Millî Mücadelede,  ‘Milletin İradesi’ vardır. O iradeyi temsil eden gazeteler; Bizler o gazetelere ve o basına; “Gazi Basını” diyoruz.

Atatürk’ün Millî Mücadele’de, ‘isim babası’ olduğu gazeteler vardır; Bunlar arasında,Ankara’da yayın hayatına başlayan, “Hâkimiyet-i Millîye” Sivas’ta yayınlanan, “İrade-i Millîye” gazeteleridir!

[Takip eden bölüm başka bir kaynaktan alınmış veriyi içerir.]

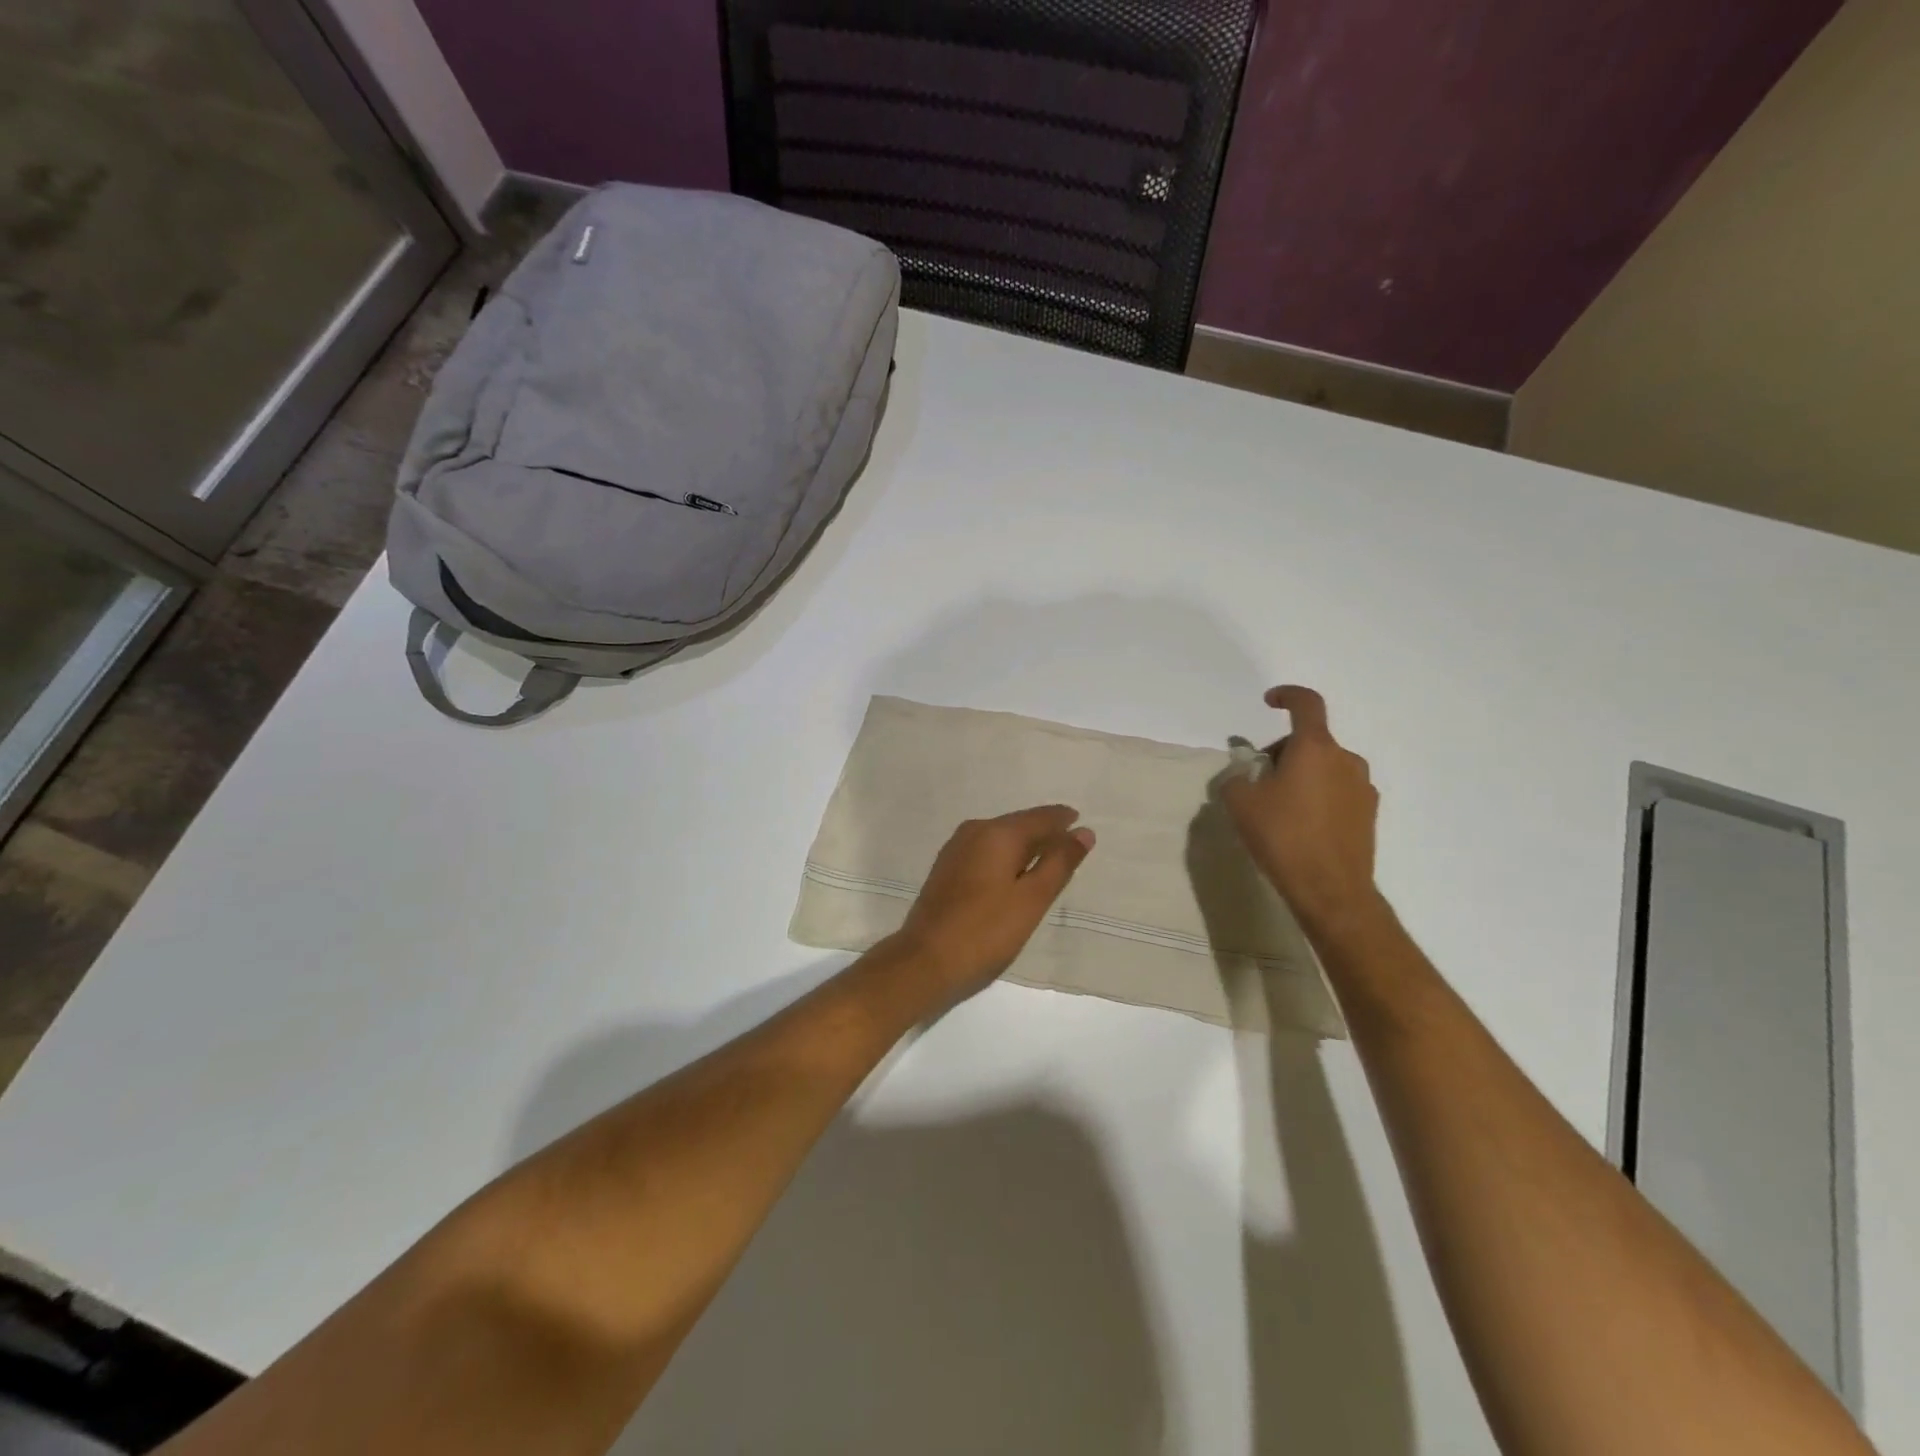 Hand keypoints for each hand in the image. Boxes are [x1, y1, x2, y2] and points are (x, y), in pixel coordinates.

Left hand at [888, 806, 1095, 1002]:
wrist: (924, 962)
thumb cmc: (985, 932)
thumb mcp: (1032, 899)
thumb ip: (1059, 863)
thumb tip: (1083, 831)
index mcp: (997, 833)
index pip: (1039, 817)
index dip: (1063, 820)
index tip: (1082, 823)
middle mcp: (974, 832)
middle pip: (1018, 824)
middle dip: (1044, 832)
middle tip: (1070, 844)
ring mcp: (955, 850)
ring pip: (1000, 838)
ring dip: (1025, 846)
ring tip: (1048, 860)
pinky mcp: (946, 870)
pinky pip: (985, 852)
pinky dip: (1005, 858)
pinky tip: (1014, 874)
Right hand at [1222, 686, 1380, 937]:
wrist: (1331, 890)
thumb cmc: (1282, 837)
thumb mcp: (1240, 804)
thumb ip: (1236, 779)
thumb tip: (1244, 775)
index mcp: (1315, 748)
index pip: (1306, 703)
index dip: (1287, 695)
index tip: (1269, 702)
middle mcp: (1345, 759)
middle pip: (1310, 741)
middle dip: (1283, 753)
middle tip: (1258, 782)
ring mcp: (1362, 787)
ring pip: (1325, 767)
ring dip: (1302, 776)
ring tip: (1279, 809)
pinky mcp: (1369, 814)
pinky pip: (1338, 791)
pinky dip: (1318, 797)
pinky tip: (1301, 827) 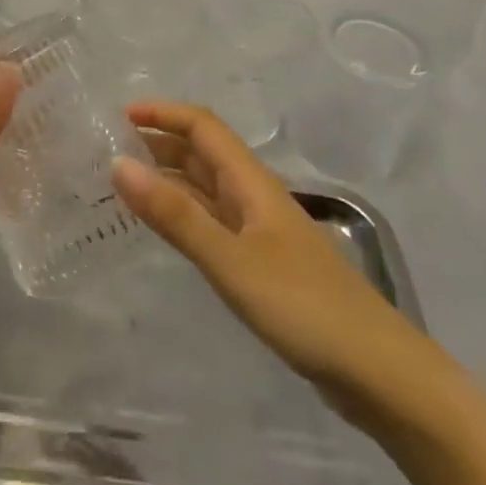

Anadolu Ajansı… 1920 tarihinde, Gazi’nin emriyle kurulur!

Anadolu Ajansının kuruluş amacı, Millî Mücadelenin haklılığını, ‘bütün dünyaya’ anlatmaktır!

O mücadele ruhuna, ‘Milletin İradesi…’ demişiz; o iradede, ‘istilacı’ ve ‘sömürgeci’ güçlere karşı,

Onurlu/ haysiyetli bir mücadele vermişiz.

Gazi birgün, Atatürk Orman Çiftliğinde, “Rus Radyosunu” dinler! Radyonun tamamen ‘misyoner’  ve ‘propaganda’ amaçlı olduğunu anlar! En kısa zamanda, Türkiye’nin ‘kendi millî menfaatlerini’ savunacağı; ‘millî propagandasını’ yapacağı;“Radyo Yayınlarının başlamasını” emreder. Bizde ilk Radyo Yayınları, “3 Mayıs 1927 tarihinde” başlar!

Atatürk, fikir ve düşüncelerini; bir, ‘muharrir kimliği’ ile kendi kalemiyle de dile getirmişlerdir.

Vakit Gazetesi’nde; “Asım Us” mahlasıyla, 22-26 Ocak 1937 tarihleri arasında; “Türk- Fransız İlişkileri ve Hatay Sorunu” üzerine yazdığı, Başmakalelerdir!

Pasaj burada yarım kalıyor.